Simulated data with known parameters to recapture

Create simulated data to recapture regression parameters. The code to simulate the data can be found on the website from 1 Nov 2017 and is copied here:

nReps<-10
x<-seq(from=0,to=100,by=1) # x = height
x<-rep(x,nReps)
b0<-1.0; b1<-0.2 # beta0 = slope, b1 = inercept
ymean<-b0+b1*x # establish a mean for weight model using height
y<-rnorm(n=length(ymean),mean=ymean,sd=1.5) # simulate random normal dist of weight - from height
N<-length(y)
wtData<-data.frame(weight_lbs=y, height_in=x) # create a dataframe to enter into model using simulated data params above

Fit a linear regression predicting weight from height using your own MCMC sampler.
Use a Normal(0,100) prior for both the intercept and slope and a InverseGamma(0.001,0.001) prior for the standard deviation. (Install the invgamma package to access this distribution.) Generate 10,000 samples for each of the model parameters.

Metropolis Algorithym

  1. Intialize the chain at some initial value of p

  2. Generate a proposed value of p

  3. Calculate acceptance probability r

  4. Accept proposed value of p with probability r

  5. Repeat n times

Data Likelihood

Write a log likelihood function.

dataLik<-function(b0,b1,sd,data){
    wt<-y
    ht<-x
    wtPredicted<-b0+b1*x
    llik<- sum(dnorm(x=ht, mean=wtPredicted,sd=sd,log=TRUE)) # sum because it is logs
    return(llik)
  }

Normal Prior on Beta

Write a function for beta, which can be called later for either B0 or B1.
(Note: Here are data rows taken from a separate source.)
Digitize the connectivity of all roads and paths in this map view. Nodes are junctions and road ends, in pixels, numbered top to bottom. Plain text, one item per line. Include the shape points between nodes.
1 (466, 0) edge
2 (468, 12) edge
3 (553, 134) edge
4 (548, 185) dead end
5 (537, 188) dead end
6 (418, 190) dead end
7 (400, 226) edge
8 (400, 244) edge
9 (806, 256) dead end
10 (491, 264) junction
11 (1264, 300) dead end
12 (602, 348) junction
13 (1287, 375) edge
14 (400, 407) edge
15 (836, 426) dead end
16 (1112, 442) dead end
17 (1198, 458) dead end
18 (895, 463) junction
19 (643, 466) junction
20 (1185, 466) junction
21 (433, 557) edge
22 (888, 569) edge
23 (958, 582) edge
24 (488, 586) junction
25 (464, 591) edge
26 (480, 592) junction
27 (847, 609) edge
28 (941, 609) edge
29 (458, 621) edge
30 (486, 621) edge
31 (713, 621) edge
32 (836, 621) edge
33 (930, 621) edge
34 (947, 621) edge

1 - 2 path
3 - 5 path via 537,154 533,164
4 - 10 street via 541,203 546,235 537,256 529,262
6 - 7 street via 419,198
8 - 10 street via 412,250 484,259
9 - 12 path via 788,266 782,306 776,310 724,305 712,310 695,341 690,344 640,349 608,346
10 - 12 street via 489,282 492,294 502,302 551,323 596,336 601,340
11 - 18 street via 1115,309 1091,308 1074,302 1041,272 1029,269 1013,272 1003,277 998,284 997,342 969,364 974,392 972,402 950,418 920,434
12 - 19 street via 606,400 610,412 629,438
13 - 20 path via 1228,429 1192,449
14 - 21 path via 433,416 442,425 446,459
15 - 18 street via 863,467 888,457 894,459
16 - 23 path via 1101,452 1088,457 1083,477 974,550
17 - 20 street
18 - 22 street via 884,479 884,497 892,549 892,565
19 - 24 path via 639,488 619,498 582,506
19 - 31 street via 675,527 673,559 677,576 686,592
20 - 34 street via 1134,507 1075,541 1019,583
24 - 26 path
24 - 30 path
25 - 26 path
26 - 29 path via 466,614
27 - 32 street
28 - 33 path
normPriorL<-function(beta,priorMean,priorSD){
    lik<-dnorm(x = beta, mean = priorMean, sd = priorSD,log=TRUE)
    return(lik)
  }

Inverse Gamma prior

Use inverse gamma for a prior for variance (sd). Jim Clark and others indicate that the inverse gamma plays nice with variance

invGamma<-function(sd,alphaPrior,betaPrior){
    require(invgamma)
    variance<-sd^2
    lik<-dinvgamma(variance, shape = alphaPrior, rate = betaPrior)
    return(log(lik))
  }

Posterior Likelihood

Combine the above functions to create a posterior likelihood (log). This allows the for loo below to use constantly updated functions as opposed to hardcoding within the forloop. This is the difference between running three seperate for loops for each Metropolis step (incorrect) and a “conditional” for loop (correct)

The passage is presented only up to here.